> TO DO: Send every record back word for word.

*** DATA SECTION Section Begins ***

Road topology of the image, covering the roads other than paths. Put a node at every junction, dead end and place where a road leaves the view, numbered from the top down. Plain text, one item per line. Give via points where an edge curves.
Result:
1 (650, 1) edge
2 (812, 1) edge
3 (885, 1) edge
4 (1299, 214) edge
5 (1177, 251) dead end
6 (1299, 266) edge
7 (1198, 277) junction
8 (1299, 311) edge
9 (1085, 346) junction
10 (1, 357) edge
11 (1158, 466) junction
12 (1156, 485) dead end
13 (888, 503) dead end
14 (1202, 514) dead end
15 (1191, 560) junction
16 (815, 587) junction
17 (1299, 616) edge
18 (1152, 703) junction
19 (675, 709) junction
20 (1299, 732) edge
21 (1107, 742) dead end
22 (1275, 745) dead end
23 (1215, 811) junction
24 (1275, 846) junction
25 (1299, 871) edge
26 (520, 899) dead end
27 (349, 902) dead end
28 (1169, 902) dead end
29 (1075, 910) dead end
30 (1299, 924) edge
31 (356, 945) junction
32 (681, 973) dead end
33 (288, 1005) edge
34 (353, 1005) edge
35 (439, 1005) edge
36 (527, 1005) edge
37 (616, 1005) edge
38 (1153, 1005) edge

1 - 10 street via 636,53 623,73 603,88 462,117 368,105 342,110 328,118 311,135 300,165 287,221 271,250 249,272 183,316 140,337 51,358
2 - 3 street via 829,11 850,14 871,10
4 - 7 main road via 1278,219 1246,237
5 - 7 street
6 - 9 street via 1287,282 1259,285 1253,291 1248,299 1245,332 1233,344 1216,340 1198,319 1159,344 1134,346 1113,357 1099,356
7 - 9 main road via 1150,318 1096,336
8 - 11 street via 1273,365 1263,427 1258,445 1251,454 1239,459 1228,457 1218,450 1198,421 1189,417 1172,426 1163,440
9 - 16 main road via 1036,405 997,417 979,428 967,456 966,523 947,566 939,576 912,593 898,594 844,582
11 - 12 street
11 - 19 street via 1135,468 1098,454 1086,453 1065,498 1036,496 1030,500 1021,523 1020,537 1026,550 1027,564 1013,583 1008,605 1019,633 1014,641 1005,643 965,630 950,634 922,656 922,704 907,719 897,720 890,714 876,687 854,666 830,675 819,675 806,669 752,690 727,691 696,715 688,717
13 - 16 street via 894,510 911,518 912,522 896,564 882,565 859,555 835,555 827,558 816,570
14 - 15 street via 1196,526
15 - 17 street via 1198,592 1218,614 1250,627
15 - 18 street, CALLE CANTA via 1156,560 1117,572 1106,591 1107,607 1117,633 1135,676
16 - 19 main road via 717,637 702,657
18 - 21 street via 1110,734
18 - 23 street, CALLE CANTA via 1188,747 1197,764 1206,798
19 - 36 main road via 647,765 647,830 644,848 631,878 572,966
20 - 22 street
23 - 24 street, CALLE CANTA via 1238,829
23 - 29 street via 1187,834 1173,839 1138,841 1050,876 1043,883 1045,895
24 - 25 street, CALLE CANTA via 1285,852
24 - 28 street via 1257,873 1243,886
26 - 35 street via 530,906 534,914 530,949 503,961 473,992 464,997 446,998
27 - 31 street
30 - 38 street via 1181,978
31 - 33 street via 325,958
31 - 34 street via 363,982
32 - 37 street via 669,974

*** DATA SECTION Section Ends ***

> YOUR RESPONSE:
Road topology of the image, covering the roads other than paths. Put a node at every junction, dead end and place where a road leaves the view, numbered from the top down. Plain text, one item per line. Give via points where an edge curves.
Result:
1 (650, 1) edge
2 (812, 1) edge
3 (885, 1) edge
4 (1299, 214) edge
5 (1177, 251) dead end
6 (1299, 266) edge
7 (1198, 277) junction
8 (1299, 311) edge
9 (1085, 346) junction
10 (1, 357) edge
11 (1158, 466) junction
12 (1156, 485) dead end
13 (888, 503) dead end
14 (1202, 514) dead end
15 (1191, 560) junction
16 (815, 587) junction
17 (1299, 616) edge
18 (1152, 703) junction
19 (675, 709) junction
20 (1299, 732) edge
21 (1107, 742) dead end
22 (1275, 745) dead end
23 (1215, 811) junction
24 (1275, 846) junction
25 (1299, 871) edge
26 (520, 899) dead end
27 (349, 902) dead end
28 (1169, 902) dead end
29 (1075, 910) dead end
30 (1299, 924) edge
31 (356, 945) junction
32 (681, 973) dead end
33 (288, 1005) edge
34 (353, 1005) edge
35 (439, 1005) edge
36 (527, 1005) edge
37 (616, 1005) edge
38 (1153, 1005) edge

1 - 10 street via 636,53 623,73 603,88 462,117 368,105 342,110 328,118 311,135 300,165 287,221 271,250 249,272 183,316 140,337 51,358
2 - 3 street via 829,11 850,14 871,10
4 - 7 main road via 1278,219 1246,237
5 - 7 street
6 - 9 street via 1287,282 1259,285 1253,291 1248,299 1245,332 1233,344 1216,340 1198,319 1159,344 1134,346 1113,357 1099,356
7 - 9 main road via 1150,318 1096,336
8 - 11 street via 1273,365 1263,427 1258,445 1251,454 1239,459 1228,457 1218,450 1198,421 1189,417 1172,426 1163,440
9 - 16 main road via 1036,405 997,417 979,428 967,456 966,523 947,566 939,576 912,593 898,594 844,582
11 - 12 street
11 - 19 street via 1135,468 1098,454 1086,453 1065,498 1036,496 1030,500 1021,523 1020,537 1026,550 1027,564 1013,583 1008,605 1019,633 1014,641 1005,643 965,630 950,634 922,656 922,704 907,719 897,720 890,714 876,687 854,666 830,675 819,675 806,669 752,690 727,691 696,715 688,717
13 - 16 street via 894,510 911,518 912,522 896,564 882,565 859,555 835,555 827,558 816,570
14 - 15 street via 1196,526
15 - 17 street via 1198,592 1218,614 1250,627
15 - 18 street, CALLE CANTA via 1156,560 1117,572 1106,591 1107,607 1117,633 1135,676
16 - 19 main road via 717,637 702,657
18 - 21 street via 1110,734
18 - 23 street, CALLE CANTA via 1188,747 1197,764 1206,798
19 - 36 main road via 647,765 647,830 644,848 631,878 572,966
20 - 22 street
23 - 24 street, CALLE CANTA via 1238,829
23 - 29 street via 1187,834 1173,839 1138,841 1050,876 1043,883 1045,895
24 - 25 street, CALLE CANTA via 1285,852
24 - 28 street via 1257,873 1243,886
26 - 35 street via 530,906 534,914 530,949 503,961 473,992 464,997 446,998
27 - 31 street
30 - 38 street via 1181,978
31 - 33 street via 325,958
31 - 34 street via 363,982
32 - 37 street via 669,974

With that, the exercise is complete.